Apart from the traditional Relational Databases, a more flexible, scalable, reliable approach to handle and process rapidly growing data is by using NoSQL databases like MongoDB. It is an Open-Source Document Oriented Database Management System that allows you to store Unstructured Datasets.
One of the performance advantages of MongoDB is efficient data insertion. You can perform the MongoDB Python Insertion using the insert_one() and insert_many() methods. Instead of inserting data row by row, MongoDB optimizes the write performance by rapidly inserting data via the insert_many() API.
In this article, you will learn how to easily perform MongoDB Python Insertion.
What is MongoDB?
MongoDB is a NoSQL Open-Source Document Oriented Database developed for storing and processing high volumes of data. Compared to the conventional Relational Databases, MongoDB makes use of collections and documents instead of tables consisting of rows and columns. The Collections consists of several documents and documents containing the basic units of data in terms of key and value pairs.
Introduced in February 2009, the MongoDB database is designed, maintained, and managed by MongoDB.Inc under SSPL(Server Side Public License). Organizations such as Facebook, Nokia, eBay, Adobe, Google, etc. prefer it for efficiently handling and storing their exponentially growing data. It offers complete support for programming languages such as C, C++, C#, Go, Java, Node.js, Perl, PHP, Python, Motor, Ruby, Scala, Swift, and Mongoid.
Key Features of MongoDB
With constant efforts from the online community, MongoDB has evolved over the years. Some of its eye-catching features are:
- High Data Availability & Stability: MongoDB’s Replication feature provides multiple servers for disaster recovery and backup. Since several servers store the same data or shards of data, MongoDB provides greater Data Availability & Stability. This ensures all-time data access and security in case of server crashes, service interruptions, or even good old hardware failure.
- Accelerated Analytics: You may need to consider thousands to millions of variables while running Ad-hoc queries. MongoDB indexes BSON documents and utilizes the MongoDB Query Language (MQL) that allows you to update Ad-hoc queries in real-time.
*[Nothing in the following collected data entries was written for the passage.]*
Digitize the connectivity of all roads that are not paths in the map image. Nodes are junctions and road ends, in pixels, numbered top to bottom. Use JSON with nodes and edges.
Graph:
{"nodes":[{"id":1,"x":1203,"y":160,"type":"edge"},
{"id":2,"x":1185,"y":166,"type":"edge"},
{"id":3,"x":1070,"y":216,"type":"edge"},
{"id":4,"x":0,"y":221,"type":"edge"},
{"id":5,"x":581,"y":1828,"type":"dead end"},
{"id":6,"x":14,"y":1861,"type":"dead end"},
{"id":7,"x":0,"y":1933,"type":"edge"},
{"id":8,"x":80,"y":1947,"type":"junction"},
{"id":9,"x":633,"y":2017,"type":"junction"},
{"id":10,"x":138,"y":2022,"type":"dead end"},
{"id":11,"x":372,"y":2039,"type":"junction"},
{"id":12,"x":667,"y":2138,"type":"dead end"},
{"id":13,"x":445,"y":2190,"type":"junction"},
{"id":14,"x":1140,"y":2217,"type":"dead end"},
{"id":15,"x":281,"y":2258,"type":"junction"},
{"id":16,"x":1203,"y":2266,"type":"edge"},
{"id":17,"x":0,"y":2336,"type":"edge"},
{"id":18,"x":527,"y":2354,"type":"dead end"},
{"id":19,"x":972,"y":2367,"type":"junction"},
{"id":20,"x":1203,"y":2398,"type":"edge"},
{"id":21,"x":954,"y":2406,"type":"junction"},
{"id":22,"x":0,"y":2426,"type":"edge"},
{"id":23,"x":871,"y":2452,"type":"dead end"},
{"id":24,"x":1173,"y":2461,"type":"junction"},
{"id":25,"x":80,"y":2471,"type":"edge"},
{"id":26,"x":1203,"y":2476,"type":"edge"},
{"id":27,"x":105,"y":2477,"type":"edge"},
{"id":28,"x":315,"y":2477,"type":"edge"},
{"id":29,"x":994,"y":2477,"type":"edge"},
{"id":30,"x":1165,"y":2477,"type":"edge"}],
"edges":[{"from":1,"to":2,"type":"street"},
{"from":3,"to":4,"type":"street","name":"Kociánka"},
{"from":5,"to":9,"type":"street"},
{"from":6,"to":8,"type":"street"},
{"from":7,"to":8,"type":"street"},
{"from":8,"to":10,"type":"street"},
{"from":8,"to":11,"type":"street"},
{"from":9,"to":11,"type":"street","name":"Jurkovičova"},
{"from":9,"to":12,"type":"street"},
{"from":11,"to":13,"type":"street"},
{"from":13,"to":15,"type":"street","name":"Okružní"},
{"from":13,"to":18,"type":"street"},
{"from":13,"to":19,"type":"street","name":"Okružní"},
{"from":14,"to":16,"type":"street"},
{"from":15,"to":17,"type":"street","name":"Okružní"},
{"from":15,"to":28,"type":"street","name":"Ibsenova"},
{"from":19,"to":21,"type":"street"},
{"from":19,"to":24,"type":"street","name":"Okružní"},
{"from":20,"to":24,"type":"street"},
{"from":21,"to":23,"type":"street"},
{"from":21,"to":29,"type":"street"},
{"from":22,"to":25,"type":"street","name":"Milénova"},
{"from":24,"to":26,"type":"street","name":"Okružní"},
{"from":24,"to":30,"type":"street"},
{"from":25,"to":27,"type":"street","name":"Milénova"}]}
MongoDB provides complete support for field queries, range queries, and regular expression searches along with user-defined functions.
- Indexing: With a wide range of indices and features with language-specific sort orders that support complex access patterns to datasets, MongoDB provides optimal performance for every query. For the real-time ever-evolving query patterns and application requirements, MongoDB also provisions On-Demand Indices Creation.
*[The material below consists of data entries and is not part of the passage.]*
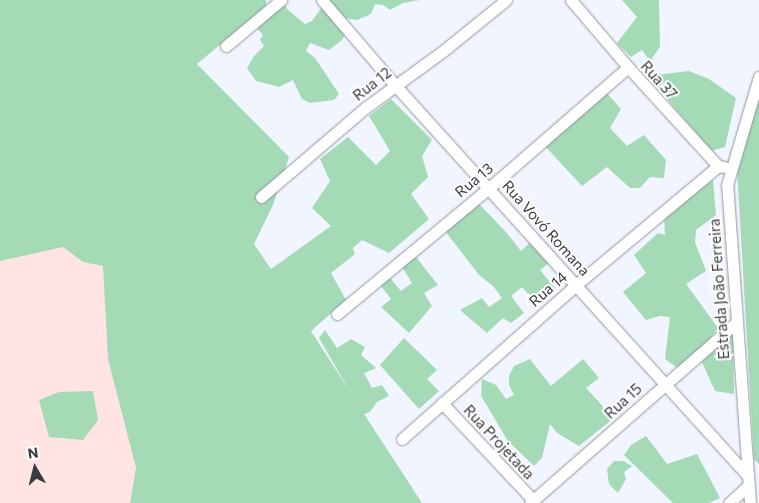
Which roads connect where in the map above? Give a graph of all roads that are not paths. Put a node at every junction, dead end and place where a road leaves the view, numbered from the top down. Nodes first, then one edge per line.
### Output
1 (281, 0) edge
2 (322, 0) edge
3 (506, 0) edge
4 (571, 0) edge
5 (226, 46) dead end
6 (628, 67) junction
7 (759, 77) edge
8 (394, 84) junction
9 (718, 166) junction
10 (732, 168) junction
11 (489, 188) junction
12 (261, 197) dead end
13 (577, 284) junction
14 (337, 314) dead end
15 (737, 322) junction
16 (664, 384) junction
17 (442, 403) junction
18 (402, 439) dead end
19 (748, 481) junction
20 (532, 502) edge
21 (729, 503) edge
22 (750, 503) edge

1 - 5 street
2 - 8 street, Rua Vovó Romana
3 - 8 street, Rua 12
4 - 6 street, Rua 37
6 - 9 street, Rua 37
6 - 11 street, Rua 13
7 - 10 street, Estrada João Ferreira
8 - 11 street, Rua Vovó Romana
8 - 12 street, Rua 12
9 - 10 street
9 - 13 street, Rua 14
10 - 15 street, Estrada João Ferreira
11 - 13 street, Rua Vovó Romana
11 - 14 street, Rua 13
13 - 16 street, Rua Vovó Romana
13 - 17 street, Rua 14
15 - 16 street, Rua 15
15 - 19 street, Estrada João Ferreira
16 - 19 street, Rua Vovó Romana
16 - 20 street, Rua 15
17 - 18 street, Rua 14
17 - 20 street, Rua Projetada
19 - 21 street
19 - 22 street, Estrada João Ferreira

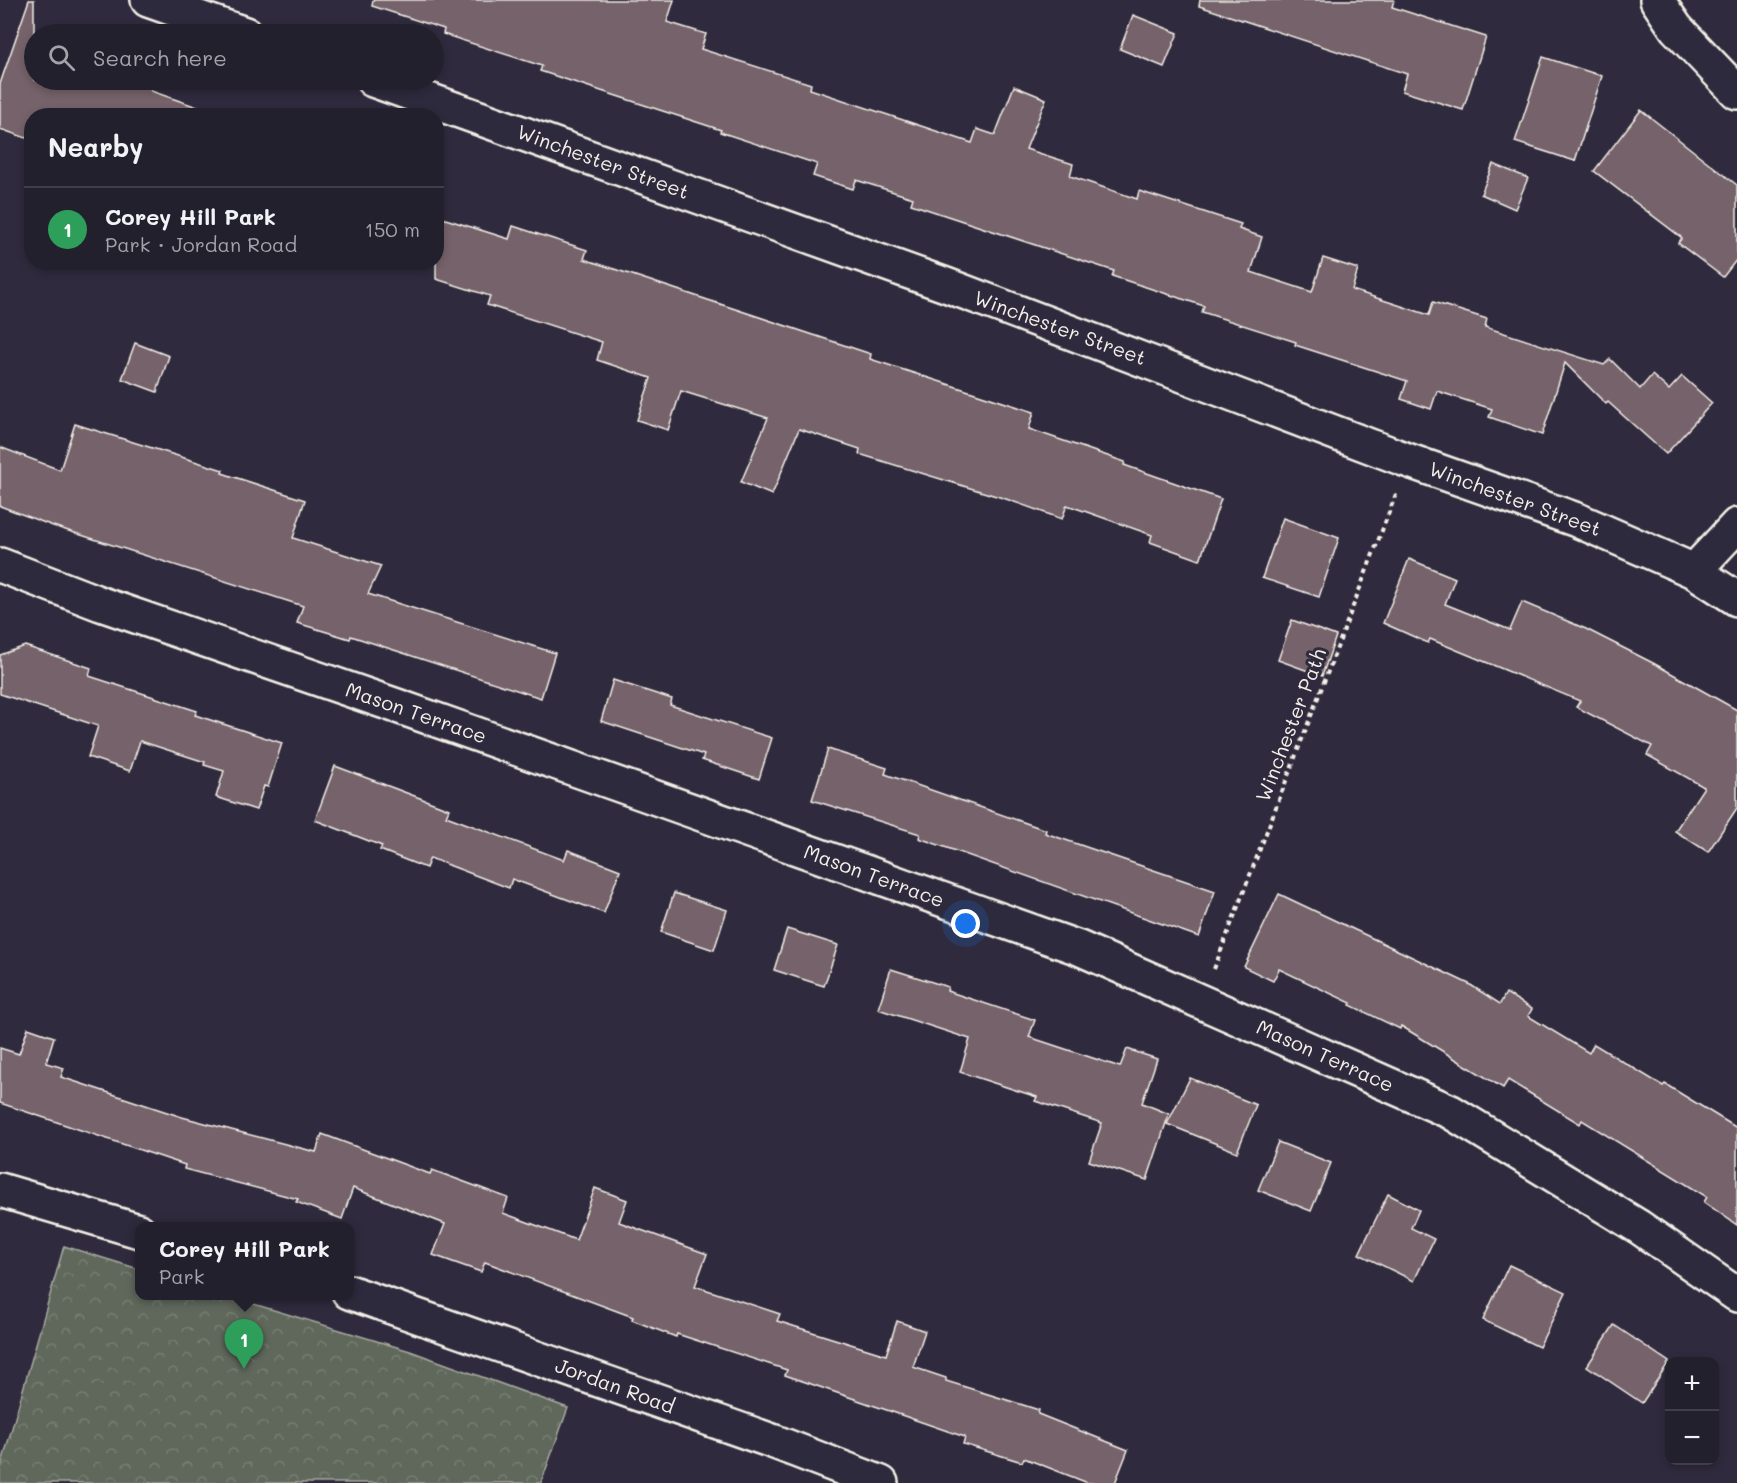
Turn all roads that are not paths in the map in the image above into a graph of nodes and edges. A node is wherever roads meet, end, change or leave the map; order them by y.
1 (148, 0) edge
2 (1657, 0) edge
3 (216, 24) edge
4 (401, 90) edge
5 (1737, 92) edge
6 (1737, 525) edge
7 (0, 566) edge
8 (1694, 571) junction
9 (1737, 599) edge
10 (0, 1190) edge
11 (135, 1230) edge
12 (354, 1294) edge
13 (1737, 1295) edge
14 (880, 1483) edge

1 - 3 street
2 - 5 street
4 - 8 street, Winchester Street
6 - 8 street
7 - 13 street, Mason Terrace
8 - 9 street, Winchester Street
10 - 11 street
12 - 14 street, Jordan Road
- Horizontal Scalability: With the help of Sharding, MongoDB provides Horizontal Scalability by distributing data on multiple servers using the Shard Key. Each shard in every MongoDB Cluster stores parts of the data, thereby acting as a separate database. This collection of comprehensive databases allows efficient handling of growing volumes of data with zero downtime. The complete Sharding Ecosystem is maintained and managed by Mongos that directs queries to the correct shard based on the Shard Key.
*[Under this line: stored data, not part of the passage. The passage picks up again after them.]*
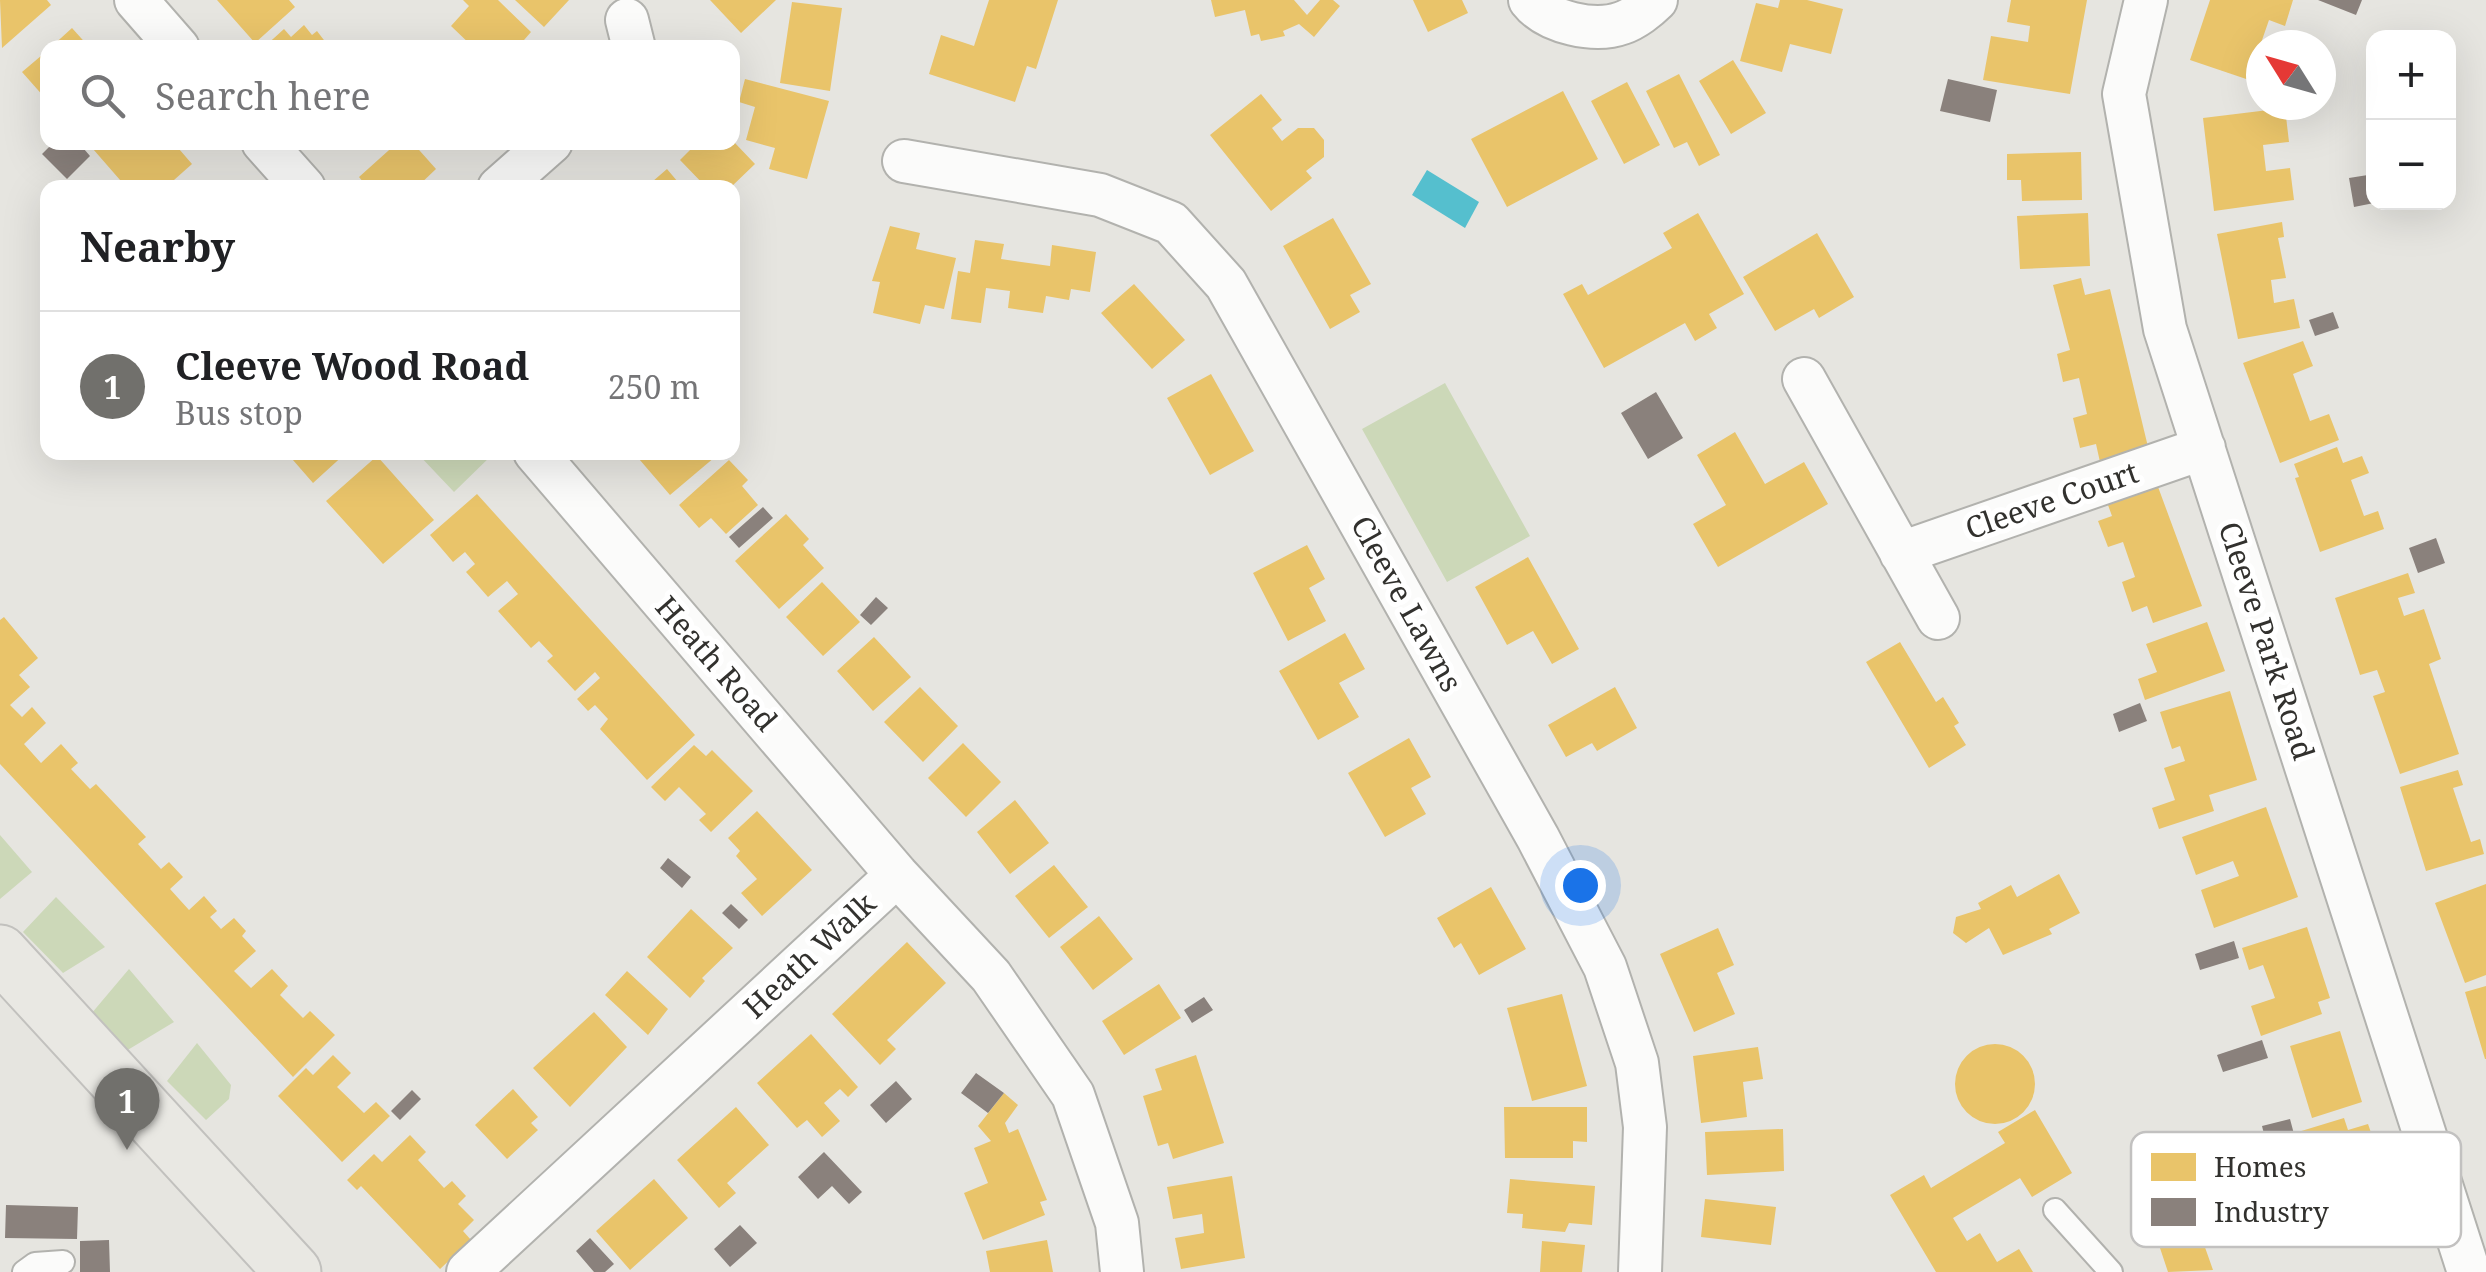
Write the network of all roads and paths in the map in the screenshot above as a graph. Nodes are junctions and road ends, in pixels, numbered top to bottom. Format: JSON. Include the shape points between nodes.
{"nodes":[{"id":1,"x":136,"y":0,"type":"edge"},
{"id":2,"x":1530,"y":0,"type":"edge"},
{"id":3,"x":1656,"y":0,"type":"edge"},
{"id":4,"x":2146,"y":0,"type":"edge"},
{"id":5,"x":171,"y":40,"type":"edge"},
{"id":6,"x":271,"y":150,"type":"edge"},
{"id":7,"x":541,"y":150,"type":"edge"},
{"id":8,"x":904,"y":161,"type":"dead end"},
{"id":9,"x":297,"y":180,"type":"edge"},
{"id":10,"x":508,"y":180,"type":"edge"},
{"id":11,"x":1804,"y":379,"type":"dead end"},
{"id":12,"x":2204,"y":448,"type":"junction"},
{"id":13,"x":542,"y":460,"type":"edge"},
{"id":14,"x":1901,"y":553,"type":"junction"},
{"id":15,"x":1938,"y":618,"type":"dead end"},
{"id":16,"x":898,"y":875,"type":"junction"},
{"id":17,"x":0,"y":953,"type":"edge"},
{"id":18,"x":2424,"y":1132,"type":"edge"},
{"id":19,"x":2055,"y":1210,"type":"dead end"},
{"id":20,"x":2461,"y":1247,"type":"edge"},
{"id":21,"x":64,"y":1262,"type":"dead end"},
{"id":22,"x":24,"y":1272,"type":"edge"},
{"id":23,"x":293,"y":1272,"type":"edge"},
{"id":24,"x":468,"y":1272,"type":"edge"},
{"id":25,"x":1122,"y":1272,"type":"edge"},
{"id":26,"x":1640,"y":1272,"type":"edge"},
{"id":27,"x":2111,"y":1272,"type":"edge"},
{"id":28,"x":2469,"y":1272,"type":"edge"}],
"edges":[{"from":1,"to":5,"type":"street"},
{"from":2,"to":3,"type":"street","via":[[1558,20],[1590,26],[1622,24]]},
{"from":4,"to":12,"type":"street","name":"Cleeve Park Road","via":[[2124,94],[2165,330]]},
{"from":6,"to":9,"type":"street"},
{"from":7,"to":10,"type":"street"},
{"from":8,"to":26,"type":"street","name":"Cleeve Lawns","via":[[1100,196],[1171,224],[1226,284],[1605,966],[1637,1063],[1646,1127]]},
{"from":11,"to":14,"type":"street"},
{"from":12,"to":14,"type":"street","name":"Cleeve Court"},
{"from":12,"to":18,"type":"street","name":"Cleeve Park Road"},
{"from":13,"to":16,"type":"street","name":"Heath Road"},
{"from":14,"to":15,"type":"street"},
{"from":16,"to":24,"type":"street","name":"Heath Walk"},
{"from":16,"to":25,"type":"street","name":"Heath Walk","via":[[991,976],[1073,1095],[1116,1223]]},
{"from":17,"to":23,"type":"main road"},
{"from":19,"to":27,"type":"lane"},
{"from":20,"to":28,"type":"street","name":"Cleeve Park Road"},
{"from":21,"to":22,"type":"lane"}]}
- Load Balancing: Real-time Replication and Sharding contribute towards large-scale Load Balancing. Ensuring top-notch Concurrency Controls and Locking Protocols, MongoDB can effectively handle multiple concurrent read and write requests for the same data.
- Aggregation: Similar to the SQL Group By clause, MongoDB can easily batch process data and present a single result even after executing several other operations on the group data. MongoDB’s Aggregation framework consists of 3 types of aggregations i.e. Aggregation Pipeline, Map-Reduce Function, and Single-Purpose Aggregation methods.
What is Python?
Python is a widely-used interpreted, Object-Oriented, General-Purpose programming language. Launched in 1991, Python has now evolved into an advanced application development language offering features such as high-level data structures, dynamic typing, dynamic binding, etc. It is a powerful tool that is used for developing websites and software, Task Automation, Data Analysis, and Data Visualization. The popular standard python libraries include Tensor Flow, NumPy, Pandas, & Mathplotlib for data science.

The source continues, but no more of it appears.